As an example, let's try running print('hello world') using Python3 within the python_3.10.sif container from /ceph/container/python directory.

Using srun

srun --mem=24G --cpus-per-task=15 --gres=gpu:1 --time=01:00:00 singularity exec --nv /ceph/container/python/python_3.10.sif python3 -c "print('hello world')"
  • singularity is the command for interacting with Singularity.
  • exec is a sub-command that tells Singularity to execute a command inside the specified container.
  • --nv is a sub-command that enables NVIDIA drivers in the container (Important when using GPUs).
  • /ceph/container/python/python_3.10.sif is the path to the container.
  • python3 -c "print('hello world')" is the task that singularity executes.

Using sbatch

my_job.sh
#!/bin/bash

#SBATCH --job-name=my_test_job  # Name of your job
#SBATCH --output=my_job.out     # Name of the output file
#SBATCH --error=file-my_job.err # Name of the error file
#SBATCH --mem=24G               # Memory
#SBATCH --cpus-per-task=15      # CPUs per task
#SBATCH --gres=gpu:1            # Allocated GPUs
#SBATCH --time=01:00:00         # Maximum run time

singularity exec --nv /ceph/container/python/python_3.10.sif python3 -c "print('hello world')"

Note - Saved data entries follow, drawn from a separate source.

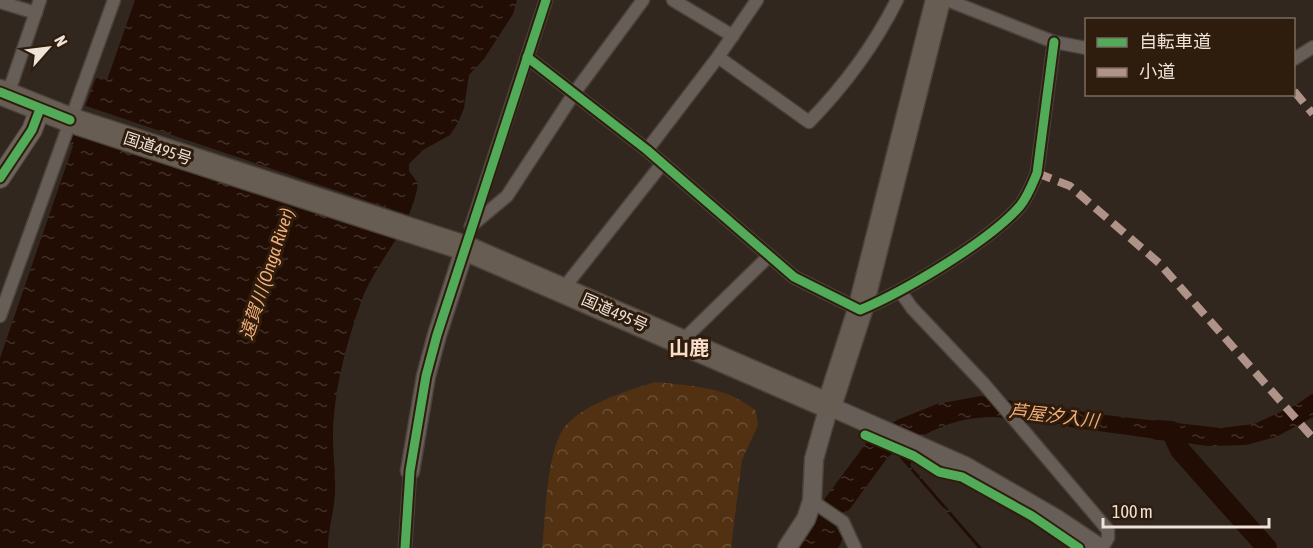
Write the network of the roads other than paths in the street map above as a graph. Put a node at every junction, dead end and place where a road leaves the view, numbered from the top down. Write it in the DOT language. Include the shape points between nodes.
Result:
graph roads {
  1 [pos="40,0"];
  2 [pos="114,0"];
  3 [pos="546,0"];
  4 [pos="643,0"];
  5 [pos="673,0"];
  6 [pos="757,0"];
  7 [pos="897,0"];
  8 [pos="938,0"];
  9 [pos="947,0"];
  10 [pos="0,2"];
  11 [pos="36,13"];
  12 [pos="733,36"];
  13 [pos="1054,42"];
  14 [pos="1313,47"];
  15 [pos="1085,48"];
  16 [pos="527,57"];
  17 [pos="718,57"];
  18 [pos="1295,58"];
  19 [pos="575,92"];
  20 [pos="4,93"];
  21 [pos="40,109"];
  22 [pos="70,120"];
  23 [pos="647,150"];
  24 [pos="662,164"];
  25 [pos="0,178"];
  26 [pos="468,237"];
  27 [pos="770,256"];
  28 [pos="563,289"];
  29 [pos="900,291"];
  30 [pos="860,310"];
  31 [pos="0,316"];
  32 [pos="682,341"];
  33 [pos="829,406"];
  34 [pos="410,471"];
  35 [pos="813,503"];
  36 [pos="405,548"];
  37 [pos="787,548"];
  38 [pos="855,548"];
  39 [pos="1101,548"];
  1 -- 11 [label="street"];
  2 -- 22 [label="street"];
  3 -- 16 [label="street"];
  4 -- 19 [label="street"];
  5 -- 12 [label="street"];
  6 -- 12 [label="street"];
  7 -- 17 [label="street" via="879,36 837,93 809,122"];
  8 -- 30 [label="highway"];
  9 -- 13 [label="street"];
  10 -- 11 [label="street"];
  11 -- 20 [label="street"];
  12 -- 17 [label="street"];
  13 -- 15 [label="street"];
  13 -- 29 [label="street" via="1037,173 1031,190 1019,207 984,236"];
  14 -- 18 [label="street"];
  16 -- 19 [label="street"];
  16 -- 26 [label="street"];
  17 -- 23 [label="street"];
  19 -- 23 [label="street"];
  19 -- 26 [label="street" via="507,196"];
  20 -- 21 [label="highway, 国道495号"];
  21 -- 22 [label="highway, 国道495号"];
  21 -- 25 [label="main road" via="32,130"];
  22 -- 26 [label="highway, 国道495号"];
  22 -- 31 [label="street"];
  23 -- 24 [label="street"];
  24 -- 27 [label="street"];
  24 -- 28 [label="street"];
  26 -- 28 [label="highway, 国道495号"];
  26 -- 34 [label="street" via="436,335"];
  27 -- 30 [label="street" via="794,277"];
  27 -- 32 [label="street"];
  28 -- 32 [label="highway, 国道495号"];
  29 -- 30 [label="street"];
  29 -- 39 [label="street" via="1108,530"];
  30 -- 33 [label="highway"];
  32 -- 33 [label="highway, 国道495号"];
  33 -- 35 [label="street" via="814,459"];
  33 -- 39 [label="street" via="965,466"];
  34 -- 36 [label="street"];
  35 -- 37 [label="street"];
  35 -- 38 [label="street" via="843,522"];
}
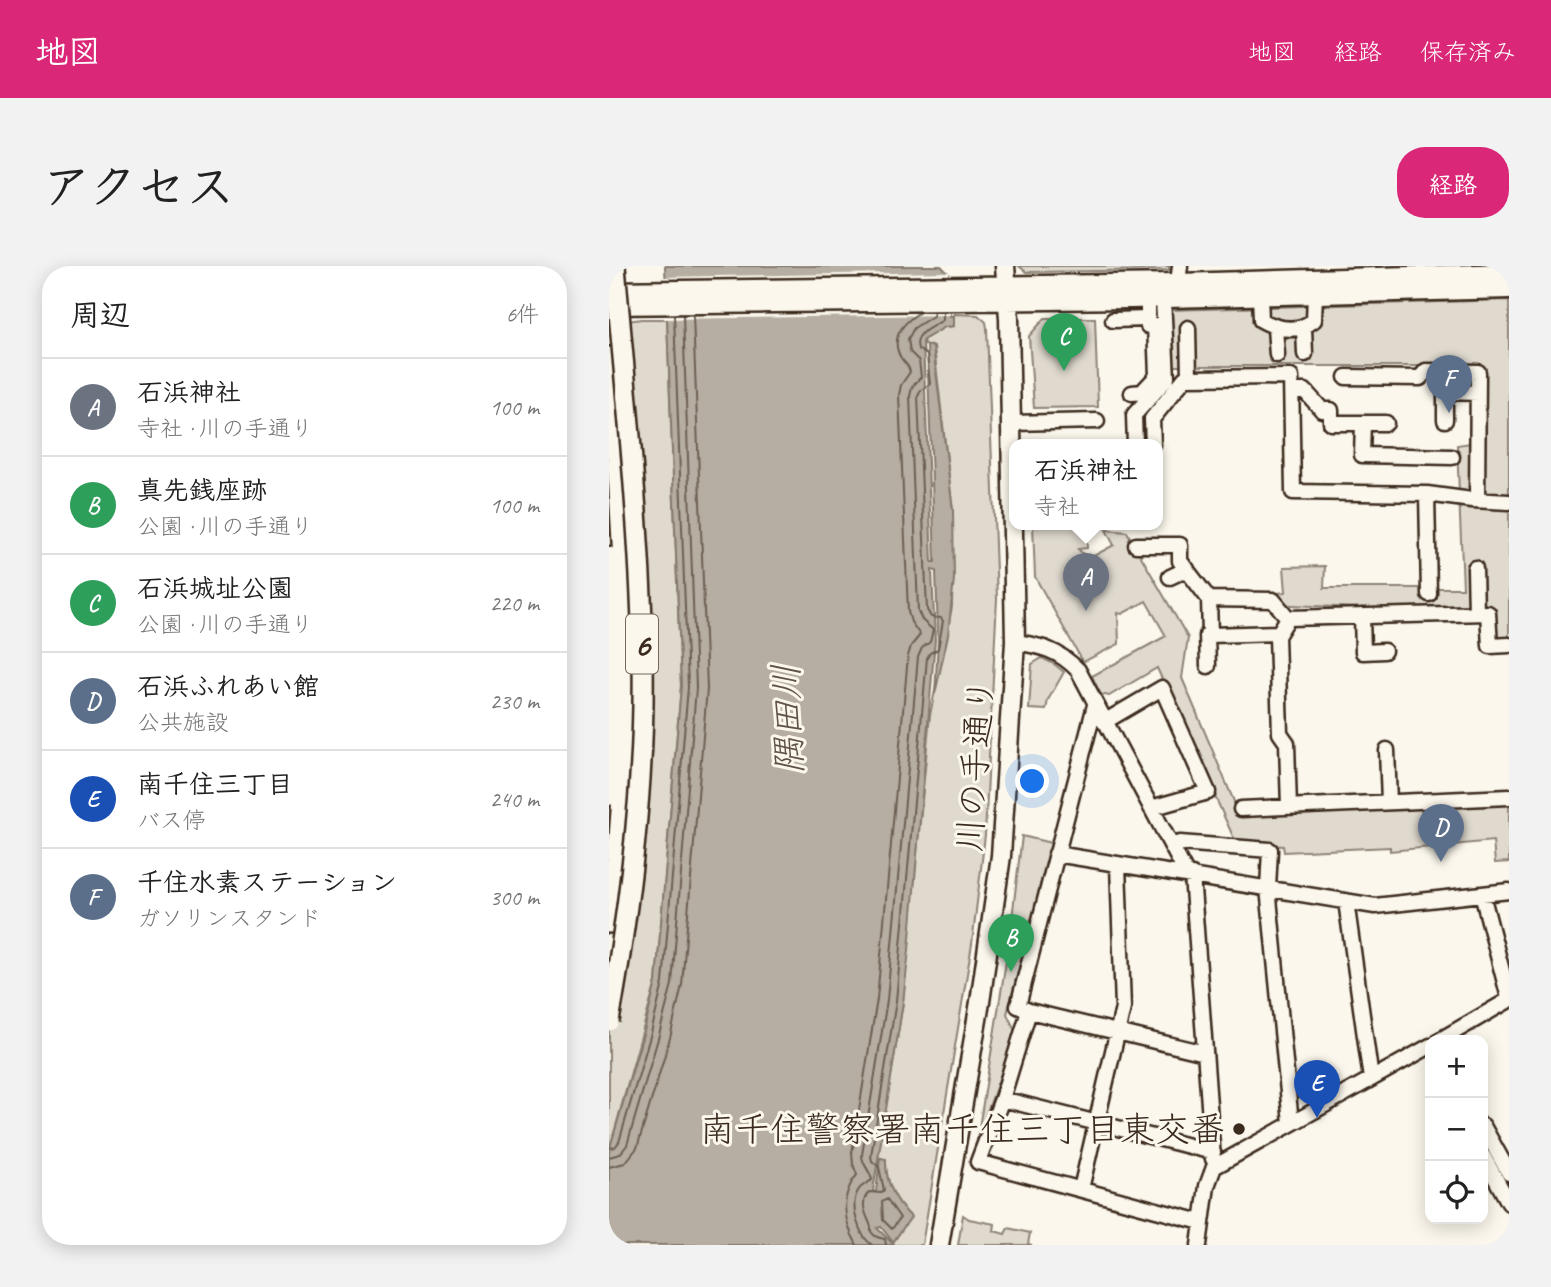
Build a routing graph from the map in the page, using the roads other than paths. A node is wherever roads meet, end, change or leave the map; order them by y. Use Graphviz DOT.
graph roads {
  1 [pos="615,266"];
  2 [pos="1005,266"];
  3 [pos="1479,270"];
  4 [pos="1386,272"];
  5 [pos="1509,273"];
  6 [pos="1179,275"];
  7 [pos="1264,281"];
  8 [pos="1509,289"];
  9 [pos="609,291"];
  10 [pos="1008,292"];
  11 [pos="1315,294"];
  12 [pos="638,297"];
  13 [pos="1156,298"];
  14 [pos="1113,299"];
  15 [pos="609,305"];
  16 [pos="1148,319"];
  17 [pos="1188,328"];
  18 [pos="1275,328"];
  19 [pos="1304,328"];
  20 [pos="1305,354"];
  21 [pos="1277,355"];
  22 [pos="609,357"];
  23 [pos="1346,377"];
  24 [pos="1189,378"];
  25 [pos="1292,391"];
  26 [pos="1132,393"];
  27 [pos="1478,393"];
  28 [pos="1445,420"];
  29 [pos="1097,421"];
  30 [pos="1011,423"];
  31 [pos="1363,423"];
  32 [pos="1386,423"];
  33 [pos="1011,439"];
  34 [pos="1135,439"];
  35 [pos="1153,439"];
  36 [pos="1452,457"];
  37 [pos="1427,494"];
  38 [pos="1477,500"];
  39 [pos="1509,502"];
  40 [pos="1013,530"];
  41 [pos="1136,545"];
  42 [pos="609,554"];
  43 [pos="1475,568"];
  44 [pos="1187,569"];
  45 [pos="1170,577"];
  46 [pos="1429,594"];
  47 [pos="1209,599"];
  48 [pos="1476,613"];
  49 [pos="1362,616"];
  50 [pos="1288,618"];
  51 [pos="1278,633"];
  52 [pos="1210,635"];
  53 [pos="1015,642"];
  54 [pos="1509,645"];
  55 [pos="1384,652"];
  56 [pos="1208,666"];
  57 [pos="1095,705"];
  58 [pos="1104,722"];
  59 [pos="1387,750"];
  60 [pos="1509,797"];
  61 [pos="609,798"];
  62 [pos="1389,802"];
  63 [pos="1151,807"];
  64 [pos="1289,807"];
  65 [pos="1241,809"];
  66 [pos="1172,845"];
  67 [pos="1056,854"];
  68 [pos="1118,865"];
  69 [pos="1189,875"];
  70 [pos="1268,888"];
  71 [pos="1509,891"];
  72 [pos="1482,894"];
  73 [pos="1346,901"];
  74 [pos="609,923"];
  75 [pos="1509,999"];
  76 [pos="1029,1012"];
  77 [pos="609,1021"];
  78 [pos="1118,1033"];
  79 [pos="1448,1035"];
  80 [pos="1425,1049"];
  81 [pos="1205,1053"];
  82 [pos="1371,1079"];
  83 [pos="1002,1099"];
  84 [pos="1097,1122"];
  85 [pos="1291,1123"];
  86 [pos="1488,1135"];
  87 [pos="1213,1152"];
  88 [pos="1486,1161"];
  89 [pos="1214,1167"];
  90 [pos="1509,1173"];
  91 [pos="1081,1189"];
  92 [pos="1509,1203"];
  93 [pos="1202,1222"];
  94 [pos="939,1245"];
  95 [pos="1199,1245"];
  1 -- 77 [label="highway, 6, bridge"];
  2 -- 10 [label="main road, 川の手通り"];
  3 -- 4 [label="main road"];
  3 -- 5 [label="main road"];
  4 -- 7 [label="main road"];
  6 -- 7 [label="main road"];
  6 -- 10 [label="main road"];
  7 -- 11 [label="main road"];
  7 -- 13 [label="main road"];
  7 -- 18 [label="street"];
  8 -- 11 [label="main road"];
  9 -- 12 [label="main road"];
  10 -- 12 [label="main road"];
  10 -- 14 [label="main road"];
  10 -- 30 [label="main road, 川の手通り"];
  11 -- 19 [label="street"];
  12 -- 15 [label="main road"];
  13 -- 14 [label="main road"];
  13 -- 16 [label="street"];
  13 -- 34 [label="street"];
  14 -- 16 [label="street"];
  16 -- 26 [label="street"];
  17 -- 24 [label="street"];
  18 -- 19 [label="street"];
  18 -- 21 [label="street"];
  19 -- 20 [label="street"];
  22 -- 74 [label="highway, 6"];
  23 -- 27 [label="street"];
  24 -- 25 [label="street"];
  24 -- 35 [label="street"];
  25 -- 31 [label="street"];
  25 -- 37 [label="street"];
  27 -- 28 [label="street"];
  27 -- 38 [label="street"];
  29 -- 30 [label="street"];
  30 -- 33 [label="main road, 川の手通り"];
  31 -- 32 [label="street"];
  31 -- 36 [label="street"];
  37 -- 38 [label="street"];
  37 -- 46 [label="street"];
  38 -- 39 [label="street"];
  40 -- 53 [label="main road, 川の手通り"];
  41 -- 44 [label="street"];
  42 -- 61 [label="street"];
  43 -- 48 [label="street"];
  44 -- 45 [label="street"];
  44 -- 47 [label="street"];
  47 -- 50 [label="street"];
  47 -- 52 [label="street"];
  48 -- 49 [label="street"];
  48 -- 54 [label="street"];
  49 -- 50 [label="street"];
  49 -- 55 [label="street"];
  50 -- 51 [label="street"];
  51 -- 52 [label="street"];
  51 -- 64 [label="street"];
  52 -- 56 [label="street"];
  53 -- 57 [label="street"];
  53 -- 94 [label="main road, 川の手通り"];
  57 -- 58 [label="street"];
  57 -- 67 [label="street"];
  58 -- 63 [label="street"];
  58 -- 63 [label="street"];
  59 -- 62 [label="street"];
  60 -- 62 [label="street"];
  62 -- 64 [label="street"];
  63 -- 66 [label="street"];
  64 -- 65 [label="street"];
  66 -- 69 [label="street"];
  66 -- 70 [label="street"];
  67 -- 68 [label="street"];
  67 -- 76 [label="street"];
  68 -- 69 [label="street"];
  68 -- 78 [label="street"];
  69 -- 70 [label="street"];
  69 -- 81 [label="street"];
  70 -- 73 [label="street"];
  70 -- 85 [label="street"];
  71 -- 72 [label="street"];
  72 -- 73 [label="street"];
  72 -- 75 [label="street"];
  73 -- 82 [label="street"];
  75 -- 79 [label="street"];
  76 -- 78 [label="street"];
  76 -- 83 [label="street"];
  78 -- 81 [label="street"];
  78 -- 84 [label="street"];
  80 -- 82 [label="street"];
  81 -- 87 [label="street"];
  82 -- 85 [label="street"];
  83 -- 84 [label="street"];
  83 -- 91 [label="street"];
  84 -- 87 [label="street"];
  84 -- 91 [label="street"];
  85 -- 89 [label="street"];
  86 -- 90 [label="street"];
  87 -- 89 [label="street"];
  88 -- 92 [label="street"];
  89 -- 93 [label="street"];
  91 -- 93 [label="street"];
  93 -- 95 [label="street"];
}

Then submit the job using sbatch:

sbatch my_job.sh

After the job gets submitted, you should be able to find a file called my_job.out with hello world in it. You can print the content using:

cat my_job.out

Adding Python packages via virtual environment

In many cases, you will need to add additional Python packages to an existing container. The easiest way to do this, is using a virtual environment. The guide below outlines the steps to create and utilize a virtual environment within your directory on AI-LAB.

Guide on adding Python packages via virtual environment

To enhance the functionality of a containerized environment, you can add additional Python packages using a virtual environment. This guide outlines the steps to create and utilize a virtual environment within a Singularity container to ensure compatibility between different Python versions.

Step 1: Create a virtual environment inside a Singularity container.

Create the virtual environment using the installed virtualenv tool. Remember to replace /ceph/container/python/python_3.10.sif with your container path.

srun singularity exec /ceph/container/python/python_3.10.sif virtualenv ~/my-virtual-env

This ensures that the virtual environment is set up using the correct Python version from the container.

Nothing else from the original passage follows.